In Tribe of the Snow Tiger, the champions are divided into two groups. One goes with Timoran to his homeland and a smaller one goes to the southern jungle. Anyone who finished reading The Mercenary Prince knows the situation. Needless to say, it’s a bit of a mess and headache . . . for the author.
I’ve had to do balancing acts between characters before, but this one was a bit different. The smaller adventure will lead into events for Book 11 instead of closing up with the main story. Not the nicest thing to do to readers, but it was the only way to get both stories told without squishing and rushing. There was always a question about if I should hamper one tale to salvage the other or injure both. A ridiculous question that I thankfully answered with none of the above. I had to develop a few tricks that might come in handy for other authors that find themselves in a similar situation.
- Choose one of the stories to be the focal point. This one will take the lion’s share of the book while the other is used for a ‘break’. It helps to make this decision before writing or you risk blurring the two stories. Yes, that is very much a plotter/planner concept, but it’s really just a ‘this is the real tale’. Keep in mind that this is only when the two stories won’t intersect until the very, very end.
- The smaller story can be used to create tension in the main story and portray time passing. For example, you have a chapter of the big story end with a badly wounded hero trying to limp to a healer. Then you have a chapter of the smaller tale show what the other heroes are doing. It allows you to return to the injured character after they’ve mostly recovered or woken up from the injury. You also leave the smaller story with tension, so it’s a lot like a ping pong game.
- While the bigger story has plenty of time to move along, the smaller one will probably need to be condensed. If you switch tales every chapter then you run the risk of hampering the flow of both. By having the smaller one come up every couple of chapters, you maintain the flow of both. One thing that helps is to have the smaller story chapters have a beginning, middle, pseudo-end each time. They have an obstacle and get over it to the next one at a realistic, but faster rate than those in the main story who have more time.

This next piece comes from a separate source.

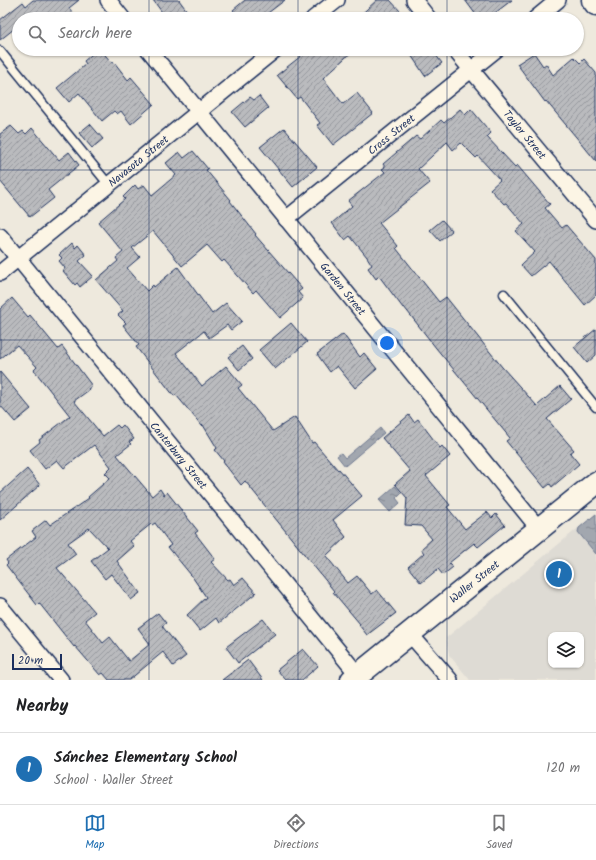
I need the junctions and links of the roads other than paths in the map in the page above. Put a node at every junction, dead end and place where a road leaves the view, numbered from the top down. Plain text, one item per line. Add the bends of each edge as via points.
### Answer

- Have the heroes mention each other even if they aren’t together. With some stories, you can have them talk, but you don’t need to make it this obvious. Simply revealing that they are concerned about each other can go a long way. It retains the idea that things will come together again and the heroes aren’t separated forever.
- Keep in mind that the smaller tale can end on a cliffhanger because it will lead to something bigger. While the main story is the one that you’re pushing to full closure, the smaller one doesn’t need to go that far. Part of it is to lead into another big adventure for the heroes.
Now, I know this is a dangerous thing to do because there is a current hatred toward cliffhangers. Seems a lot of people don’t want to be left in suspense when it comes to stories. At least a vocal minority. That’s the risk an author has to take in a series when facing a situation like this. The alternative is to cripple one tale and clog the other or simply leave out the smaller story entirely. Personally, I’d find that second option to be awkward when you reach the events the smaller one was aiming for. You have to explain everything that happened off-camera, which can result in info dumps. In the end, a risk will be taken no matter what. Guess all I can really do is brace myself and hope the adventures are gripping.
I did really enjoy creating the Judges.